MOTION DETECTION VIA IMAGE ALIGNMENT 



BACKGROUND OF THE INVENTION 

1 . Field of the Invention 

This invention relates to the field of image processing, and in particular to the detection 
of motion between successive images. 

2. Description of Related Art 

Motion detection is commonly used to track particular objects within a series of image 
frames. For example, security systems can be configured to process images from one or more 
cameras, to autonomously detect potential intruders into secured areas, and to provide 
appropriate alarm notifications based on the intruder's path of movement. Similarly, 
videoconferencing systems can be configured to automatically track a selected speaker, or a 
home automation system can be configured to track occupants and to correspondingly control 
lights and appliances in dependence upon each occupant's location. 
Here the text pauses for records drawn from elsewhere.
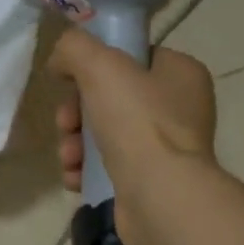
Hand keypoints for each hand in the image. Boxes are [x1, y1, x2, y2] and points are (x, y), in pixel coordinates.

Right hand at [49, 29, 216, 244]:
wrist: (159, 196)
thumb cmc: (138, 122)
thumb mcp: (101, 65)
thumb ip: (75, 48)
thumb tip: (60, 61)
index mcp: (182, 75)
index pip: (133, 58)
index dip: (96, 67)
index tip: (70, 82)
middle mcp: (180, 110)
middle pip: (112, 99)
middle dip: (77, 113)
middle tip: (65, 125)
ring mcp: (167, 149)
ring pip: (105, 135)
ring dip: (75, 144)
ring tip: (68, 158)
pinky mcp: (151, 183)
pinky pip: (109, 168)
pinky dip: (86, 171)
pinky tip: (76, 178)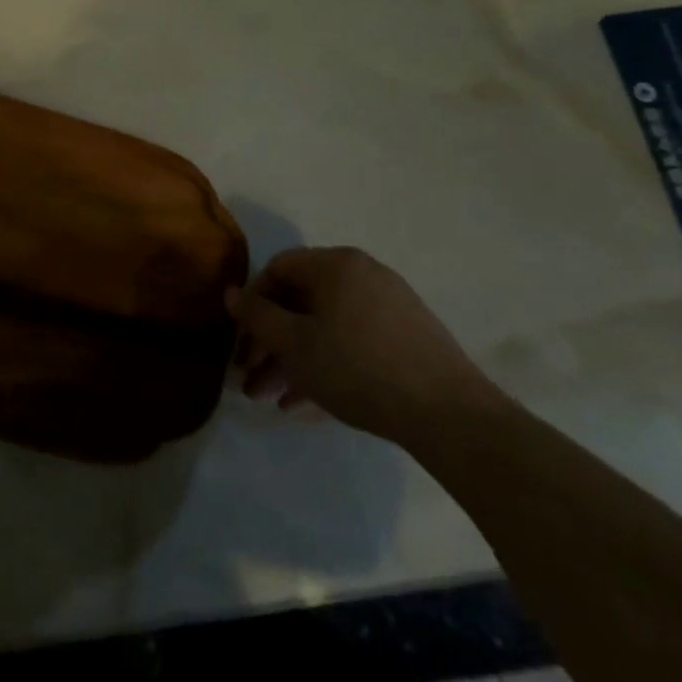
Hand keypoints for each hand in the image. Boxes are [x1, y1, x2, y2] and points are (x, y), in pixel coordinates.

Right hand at [230, 247, 501, 446]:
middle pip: (301, 303)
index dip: (252, 303)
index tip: (240, 341)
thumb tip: (231, 293)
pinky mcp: (407, 340)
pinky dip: (326, 367)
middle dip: (270, 343)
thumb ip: (257, 316)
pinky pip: (352, 345)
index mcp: (336, 265)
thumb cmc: (357, 367)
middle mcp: (363, 276)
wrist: (450, 415)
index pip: (278, 269)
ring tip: (270, 400)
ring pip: (325, 329)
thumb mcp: (294, 343)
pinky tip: (304, 406)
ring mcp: (389, 308)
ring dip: (293, 362)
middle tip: (249, 379)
A variety of motion detection techniques are available for use with static cameras. An 
image from a static camera will provide a substantially constant background image, upon which 
moving objects form a dynamic foreground image. With a fixed field of view, motion-based 
tracking is a fairly straightforward process. The background image (identified by equal values in 
two successive images) is ignored, and the foreground image is processed to identify individual 
objects with the foreground image. Criteria such as object size, shape, color, etc. can be used to 
distinguish objects of potential interest, and pattern matching techniques can be applied to track 
the motion of the same object from frame to frame in the series of images from the camera. 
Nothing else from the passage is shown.